Ahead of these elections, we conducted an online survey to explore how young people in Europe feel about the EU, the European Parliament and their intention to vote. The survey was carried out in late March/early April among 18 to 34 year olds who are native to each of ten countries (Denmark, France, Germany, Greece, Hungary, Italy, Netherlands, Poland, Spain, UK). Here’s what we found:
Around half of young Europeans view the European Union positively. Six in ten young people in Europe see the EU as vital for maintaining peace and good relations within Europe. This sentiment is strongest in Germany (66%), Spain (63%) and Poland (62%); lowest in the UK and Netherlands (both at 56%).
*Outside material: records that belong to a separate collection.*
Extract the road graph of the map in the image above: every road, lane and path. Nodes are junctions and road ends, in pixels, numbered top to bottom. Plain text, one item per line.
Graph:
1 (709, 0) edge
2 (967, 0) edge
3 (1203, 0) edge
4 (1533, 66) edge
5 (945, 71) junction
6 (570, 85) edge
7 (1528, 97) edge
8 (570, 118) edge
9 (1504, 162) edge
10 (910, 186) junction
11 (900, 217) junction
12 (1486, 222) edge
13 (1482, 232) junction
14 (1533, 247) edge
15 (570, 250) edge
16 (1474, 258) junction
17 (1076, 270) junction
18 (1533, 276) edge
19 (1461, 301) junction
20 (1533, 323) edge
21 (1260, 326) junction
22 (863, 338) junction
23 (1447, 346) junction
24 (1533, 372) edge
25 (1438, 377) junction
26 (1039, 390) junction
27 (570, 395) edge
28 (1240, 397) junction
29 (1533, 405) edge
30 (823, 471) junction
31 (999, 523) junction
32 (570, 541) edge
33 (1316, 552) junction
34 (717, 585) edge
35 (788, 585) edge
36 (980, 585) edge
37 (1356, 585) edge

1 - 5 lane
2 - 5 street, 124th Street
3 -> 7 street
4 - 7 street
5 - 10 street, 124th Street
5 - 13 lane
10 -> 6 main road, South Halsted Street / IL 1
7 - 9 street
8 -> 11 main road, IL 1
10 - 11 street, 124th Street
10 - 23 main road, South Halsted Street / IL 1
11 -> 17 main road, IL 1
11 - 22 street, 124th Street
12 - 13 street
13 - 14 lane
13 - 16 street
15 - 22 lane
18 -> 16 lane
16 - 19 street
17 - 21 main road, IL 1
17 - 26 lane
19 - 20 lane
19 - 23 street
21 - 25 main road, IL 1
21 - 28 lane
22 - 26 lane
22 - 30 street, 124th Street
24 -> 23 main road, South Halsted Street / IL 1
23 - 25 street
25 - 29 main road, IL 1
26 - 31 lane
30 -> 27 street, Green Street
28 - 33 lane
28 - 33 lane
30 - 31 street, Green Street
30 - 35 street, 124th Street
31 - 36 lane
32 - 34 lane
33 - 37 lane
About half overall agree that EU membership has been good for their country, think the EU is a positive cultural force and a force for good in international politics.
Young Europeans see the EU more as a source of personal opportunity than a community. Among European young adults, 40% perceive the EU as an opportunity for jobs and education, while 32% consider it a community of people and values. Polish young people are most likely to associate the EU with opportunity (56%), while Germans view it primarily as a community (40%).
Some feel that EU membership diminishes their country’s identity. A third (32%) believe the EU undermines their national identity. Young people in the UK (40%) and France (38%) feel this most strongly.
Most are aware of the European Parliament and understand its purpose, but not all see it as valuable. Almost all young Europeans (92%) have heard of the European Parliament and about two-thirds say they understand its work. However, only 40% trust the European Parliament to make the right decisions – with confidence especially low in Greece (23%) and France (33%). A quarter of them (26%) think that the European Parliament is a waste of money and should be shut down.
Young Europeans think that the environment and economy are the most important policy areas for the European Parliament to focus on. The environment (52%) and the economy (50%) are their top policy concerns, followed by immigration (44%), unemployment (42%), health and safety (40%) and national security/terrorism (40%). At the country level, the top policy areas include immigration in Germany (54%) and Greece (53%); unemployment in Greece (60%), Spain (57%) and Italy (50%); health and safety in Hungary (51%); and national security/terrorism in the Netherlands (51%) and Poland (53%).
A majority know about the European Parliament elections and plan to vote. Eight in ten young Europeans (81%) are aware of the European Parliament elections and 65% say they intend to vote. About a quarter (24%) are undecided about whether to vote and 12% say they will not vote.
Feeling disconnected from political parties/candidates and indifference are the main reasons for not planning to vote. Among those who don’t intend to vote, 23% don’t feel represented by the candidates or parties and 22% are simply uninterested. Not feeling adequately represented is highest in Italy (35%) and Greece (34%); lack of interest stands out in France (30%) and the Netherlands (27%).
There may be an opportunity to improve engagement through education. Those who say they understand the European Parliament are much more likely to vote than those who do not (74% vs 46%). More than a third of young Europeans who claim not to understand it say they have not decided about voting – so there could be an opportunity to bolster their engagement by educating them about the European Parliament’s purpose.